Yet I'm not sure if that's quite correct. We round because we're willing to deal with positive error. But .9999... equals 1 exactly, with no error at all; the trick is proving that to stubborn people.
For instance, if you're willing to have an error of .001, then .999~1. This is an instance of rounding. If you're willing to have an error of .000001, then .999999~1, another instance of rounding.

But .99999.... is exactly 1, with 0 error; this is not rounding.

So the relation = really means is functionally indistinguishable from?

How small is nothing?

Well it's just if .999999=1 then the difference between them must be nothing. So is the difference really nothing? or is it just so small that it can be considered nothing?

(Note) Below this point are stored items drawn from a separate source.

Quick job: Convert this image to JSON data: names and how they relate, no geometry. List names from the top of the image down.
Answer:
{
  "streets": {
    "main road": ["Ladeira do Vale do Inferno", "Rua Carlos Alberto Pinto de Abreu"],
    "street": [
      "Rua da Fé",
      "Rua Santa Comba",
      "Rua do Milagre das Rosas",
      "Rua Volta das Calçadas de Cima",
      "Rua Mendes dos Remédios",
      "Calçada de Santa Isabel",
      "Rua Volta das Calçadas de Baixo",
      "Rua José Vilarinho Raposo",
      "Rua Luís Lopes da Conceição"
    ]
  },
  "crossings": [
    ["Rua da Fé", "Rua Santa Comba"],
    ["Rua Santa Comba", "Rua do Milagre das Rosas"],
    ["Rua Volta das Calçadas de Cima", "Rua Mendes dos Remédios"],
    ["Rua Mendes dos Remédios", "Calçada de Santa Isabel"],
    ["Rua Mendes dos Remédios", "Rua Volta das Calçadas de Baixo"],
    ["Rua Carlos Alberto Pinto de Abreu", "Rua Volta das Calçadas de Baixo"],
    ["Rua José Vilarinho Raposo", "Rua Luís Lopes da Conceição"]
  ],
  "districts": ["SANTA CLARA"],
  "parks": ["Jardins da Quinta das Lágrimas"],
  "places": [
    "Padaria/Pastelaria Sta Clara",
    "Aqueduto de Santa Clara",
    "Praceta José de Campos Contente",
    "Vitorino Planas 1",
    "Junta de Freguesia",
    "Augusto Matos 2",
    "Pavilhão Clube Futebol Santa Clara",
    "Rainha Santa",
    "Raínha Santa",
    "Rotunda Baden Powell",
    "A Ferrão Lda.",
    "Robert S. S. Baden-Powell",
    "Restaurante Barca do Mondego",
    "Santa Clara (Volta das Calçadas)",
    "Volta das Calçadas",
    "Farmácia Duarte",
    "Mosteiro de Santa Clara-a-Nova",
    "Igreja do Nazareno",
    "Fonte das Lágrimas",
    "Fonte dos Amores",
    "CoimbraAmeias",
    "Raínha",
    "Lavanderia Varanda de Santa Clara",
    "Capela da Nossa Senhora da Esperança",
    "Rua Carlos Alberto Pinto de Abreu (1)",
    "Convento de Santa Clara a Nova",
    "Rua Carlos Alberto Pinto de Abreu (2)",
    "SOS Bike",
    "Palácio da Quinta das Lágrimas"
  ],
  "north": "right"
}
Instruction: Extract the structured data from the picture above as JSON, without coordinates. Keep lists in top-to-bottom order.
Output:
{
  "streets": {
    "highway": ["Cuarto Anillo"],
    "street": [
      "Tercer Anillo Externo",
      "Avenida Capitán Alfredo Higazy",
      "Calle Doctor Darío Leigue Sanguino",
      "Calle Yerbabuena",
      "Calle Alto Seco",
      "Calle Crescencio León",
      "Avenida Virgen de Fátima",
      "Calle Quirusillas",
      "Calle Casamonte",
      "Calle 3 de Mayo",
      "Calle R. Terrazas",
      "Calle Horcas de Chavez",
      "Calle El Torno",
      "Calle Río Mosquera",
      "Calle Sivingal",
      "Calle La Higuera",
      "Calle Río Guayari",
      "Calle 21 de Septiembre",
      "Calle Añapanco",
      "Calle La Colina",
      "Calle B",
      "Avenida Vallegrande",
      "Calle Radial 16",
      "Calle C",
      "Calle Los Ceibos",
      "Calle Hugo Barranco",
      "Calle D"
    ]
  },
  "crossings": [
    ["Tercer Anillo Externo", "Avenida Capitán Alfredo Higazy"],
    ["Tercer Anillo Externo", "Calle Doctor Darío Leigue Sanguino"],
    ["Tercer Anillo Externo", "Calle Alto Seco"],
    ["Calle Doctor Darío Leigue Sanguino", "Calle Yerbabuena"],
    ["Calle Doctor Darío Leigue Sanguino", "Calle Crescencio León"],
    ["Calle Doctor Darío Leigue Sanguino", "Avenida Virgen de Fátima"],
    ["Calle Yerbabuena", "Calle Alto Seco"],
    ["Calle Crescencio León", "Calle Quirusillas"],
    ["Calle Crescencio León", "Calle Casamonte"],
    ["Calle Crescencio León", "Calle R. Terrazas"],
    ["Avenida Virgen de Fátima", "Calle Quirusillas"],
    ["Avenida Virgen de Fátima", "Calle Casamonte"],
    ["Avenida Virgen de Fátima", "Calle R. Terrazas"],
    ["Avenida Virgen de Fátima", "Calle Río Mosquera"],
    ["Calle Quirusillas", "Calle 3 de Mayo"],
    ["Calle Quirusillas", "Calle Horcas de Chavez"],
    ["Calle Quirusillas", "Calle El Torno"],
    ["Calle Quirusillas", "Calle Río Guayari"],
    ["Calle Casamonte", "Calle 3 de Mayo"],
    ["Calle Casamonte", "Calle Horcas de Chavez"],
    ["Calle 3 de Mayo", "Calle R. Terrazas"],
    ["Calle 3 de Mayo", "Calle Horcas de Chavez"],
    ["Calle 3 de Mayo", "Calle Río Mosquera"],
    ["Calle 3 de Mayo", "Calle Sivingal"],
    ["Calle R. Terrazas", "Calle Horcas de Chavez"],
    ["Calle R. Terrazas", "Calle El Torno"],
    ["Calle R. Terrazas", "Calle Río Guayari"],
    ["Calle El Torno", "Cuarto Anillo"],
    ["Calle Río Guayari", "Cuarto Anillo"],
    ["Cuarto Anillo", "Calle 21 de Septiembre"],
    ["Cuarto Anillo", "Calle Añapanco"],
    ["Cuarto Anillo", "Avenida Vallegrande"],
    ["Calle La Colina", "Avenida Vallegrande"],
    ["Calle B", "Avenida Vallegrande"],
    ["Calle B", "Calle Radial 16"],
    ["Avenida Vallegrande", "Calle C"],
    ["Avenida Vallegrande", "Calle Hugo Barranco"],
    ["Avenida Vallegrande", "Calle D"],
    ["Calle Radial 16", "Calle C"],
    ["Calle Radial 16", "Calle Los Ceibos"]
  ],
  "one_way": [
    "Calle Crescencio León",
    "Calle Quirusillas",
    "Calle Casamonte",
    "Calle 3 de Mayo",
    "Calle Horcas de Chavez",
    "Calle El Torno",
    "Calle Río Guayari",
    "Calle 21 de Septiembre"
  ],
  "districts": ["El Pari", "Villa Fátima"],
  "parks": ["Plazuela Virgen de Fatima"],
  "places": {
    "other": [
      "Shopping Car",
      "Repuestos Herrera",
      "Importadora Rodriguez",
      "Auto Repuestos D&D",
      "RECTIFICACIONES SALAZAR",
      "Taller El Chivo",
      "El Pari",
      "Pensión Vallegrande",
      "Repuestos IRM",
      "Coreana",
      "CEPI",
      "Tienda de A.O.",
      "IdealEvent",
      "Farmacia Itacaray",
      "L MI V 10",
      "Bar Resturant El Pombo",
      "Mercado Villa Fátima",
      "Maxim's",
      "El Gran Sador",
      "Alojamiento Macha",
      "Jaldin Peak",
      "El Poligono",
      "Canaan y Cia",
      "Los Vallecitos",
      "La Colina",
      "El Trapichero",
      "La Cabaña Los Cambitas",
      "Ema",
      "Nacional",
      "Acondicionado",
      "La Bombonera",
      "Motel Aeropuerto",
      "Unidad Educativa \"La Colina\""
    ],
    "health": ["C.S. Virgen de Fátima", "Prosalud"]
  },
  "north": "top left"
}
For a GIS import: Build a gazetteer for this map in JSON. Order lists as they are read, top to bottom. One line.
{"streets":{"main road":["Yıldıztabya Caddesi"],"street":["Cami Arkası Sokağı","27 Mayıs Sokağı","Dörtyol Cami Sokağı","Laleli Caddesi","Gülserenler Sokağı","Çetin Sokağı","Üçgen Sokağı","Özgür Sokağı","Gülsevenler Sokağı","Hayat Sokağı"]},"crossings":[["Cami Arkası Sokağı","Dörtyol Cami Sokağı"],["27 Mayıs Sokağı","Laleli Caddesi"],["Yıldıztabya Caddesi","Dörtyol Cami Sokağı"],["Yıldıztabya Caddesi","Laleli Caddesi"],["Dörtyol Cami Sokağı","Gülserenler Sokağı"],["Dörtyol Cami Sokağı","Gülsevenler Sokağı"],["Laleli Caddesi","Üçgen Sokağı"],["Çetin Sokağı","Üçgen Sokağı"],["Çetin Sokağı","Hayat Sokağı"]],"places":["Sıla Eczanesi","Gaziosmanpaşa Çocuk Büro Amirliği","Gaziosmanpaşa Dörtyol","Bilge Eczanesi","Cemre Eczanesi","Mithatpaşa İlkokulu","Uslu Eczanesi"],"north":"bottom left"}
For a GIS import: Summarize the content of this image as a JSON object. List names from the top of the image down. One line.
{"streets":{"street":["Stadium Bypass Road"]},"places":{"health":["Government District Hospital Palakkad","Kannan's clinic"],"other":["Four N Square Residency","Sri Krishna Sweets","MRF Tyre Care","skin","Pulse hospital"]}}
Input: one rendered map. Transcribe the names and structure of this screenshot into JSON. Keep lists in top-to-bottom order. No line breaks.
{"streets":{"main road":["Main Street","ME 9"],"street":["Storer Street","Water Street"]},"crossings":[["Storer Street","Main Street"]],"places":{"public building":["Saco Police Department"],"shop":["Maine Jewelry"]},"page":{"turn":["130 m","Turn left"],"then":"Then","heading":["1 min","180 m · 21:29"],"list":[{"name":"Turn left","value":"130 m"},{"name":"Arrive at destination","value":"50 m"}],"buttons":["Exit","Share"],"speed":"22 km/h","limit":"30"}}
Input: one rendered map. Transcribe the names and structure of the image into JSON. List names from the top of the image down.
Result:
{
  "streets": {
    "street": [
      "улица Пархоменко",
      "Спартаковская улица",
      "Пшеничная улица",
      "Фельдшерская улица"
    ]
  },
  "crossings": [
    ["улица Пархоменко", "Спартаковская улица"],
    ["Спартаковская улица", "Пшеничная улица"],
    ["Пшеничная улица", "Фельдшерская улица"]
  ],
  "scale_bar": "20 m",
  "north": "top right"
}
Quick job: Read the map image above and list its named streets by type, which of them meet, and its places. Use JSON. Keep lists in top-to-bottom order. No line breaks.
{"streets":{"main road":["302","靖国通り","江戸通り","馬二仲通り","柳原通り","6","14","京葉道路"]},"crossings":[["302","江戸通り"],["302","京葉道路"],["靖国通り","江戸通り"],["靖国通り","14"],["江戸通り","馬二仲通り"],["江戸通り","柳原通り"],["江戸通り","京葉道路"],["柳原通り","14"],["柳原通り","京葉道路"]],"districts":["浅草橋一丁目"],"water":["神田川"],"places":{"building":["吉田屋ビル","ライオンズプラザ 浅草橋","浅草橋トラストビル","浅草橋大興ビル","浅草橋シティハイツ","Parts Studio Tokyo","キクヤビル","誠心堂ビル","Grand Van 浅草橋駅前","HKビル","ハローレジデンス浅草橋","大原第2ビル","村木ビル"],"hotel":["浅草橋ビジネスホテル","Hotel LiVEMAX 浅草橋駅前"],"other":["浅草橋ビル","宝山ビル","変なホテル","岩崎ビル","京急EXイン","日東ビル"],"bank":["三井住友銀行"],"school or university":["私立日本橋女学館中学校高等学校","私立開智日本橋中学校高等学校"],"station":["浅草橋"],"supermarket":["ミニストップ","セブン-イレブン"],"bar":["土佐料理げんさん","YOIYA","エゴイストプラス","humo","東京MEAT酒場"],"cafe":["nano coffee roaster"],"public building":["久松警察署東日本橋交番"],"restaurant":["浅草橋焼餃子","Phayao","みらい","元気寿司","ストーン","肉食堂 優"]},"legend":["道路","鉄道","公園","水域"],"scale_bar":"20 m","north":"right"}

Quick abusive version of why ∑_{n=1}^{∞} 9/(10^n) =1:

Let ∑_{n=1}^{∞} 9/(10^n) = S.
.9+.09+.009... = .9 + .1(.9+.09+.009...) <= This works but only very carefully
Thus S = 9/10+S/10.
Multiply both sides by 10 to get: 10S = 9+S
Subtract S from both sides to get: 9S = 9
Divide both sides by 9 to get: S = 1.
biggrin
Actually building the reals topologically is unhappy.
It starts with the reals being Hausdorff and ends in tears.

[Warning: lots o' text]

The reals are a field, which means that you can take any two real numbers and multiply them together to get another real number. It also means that if you take two numbers a and b, and b is not 1 or 0, then ab is not equal to a.

So, suppose you have two numbers a and b. We can denote the distance between these numbers as d(a, b) = |a - b|, i.e. the absolute difference between them. Note that |a-b| is a real number, so we can multiply this value by 1/2, thus getting a different real number |a-b|/2.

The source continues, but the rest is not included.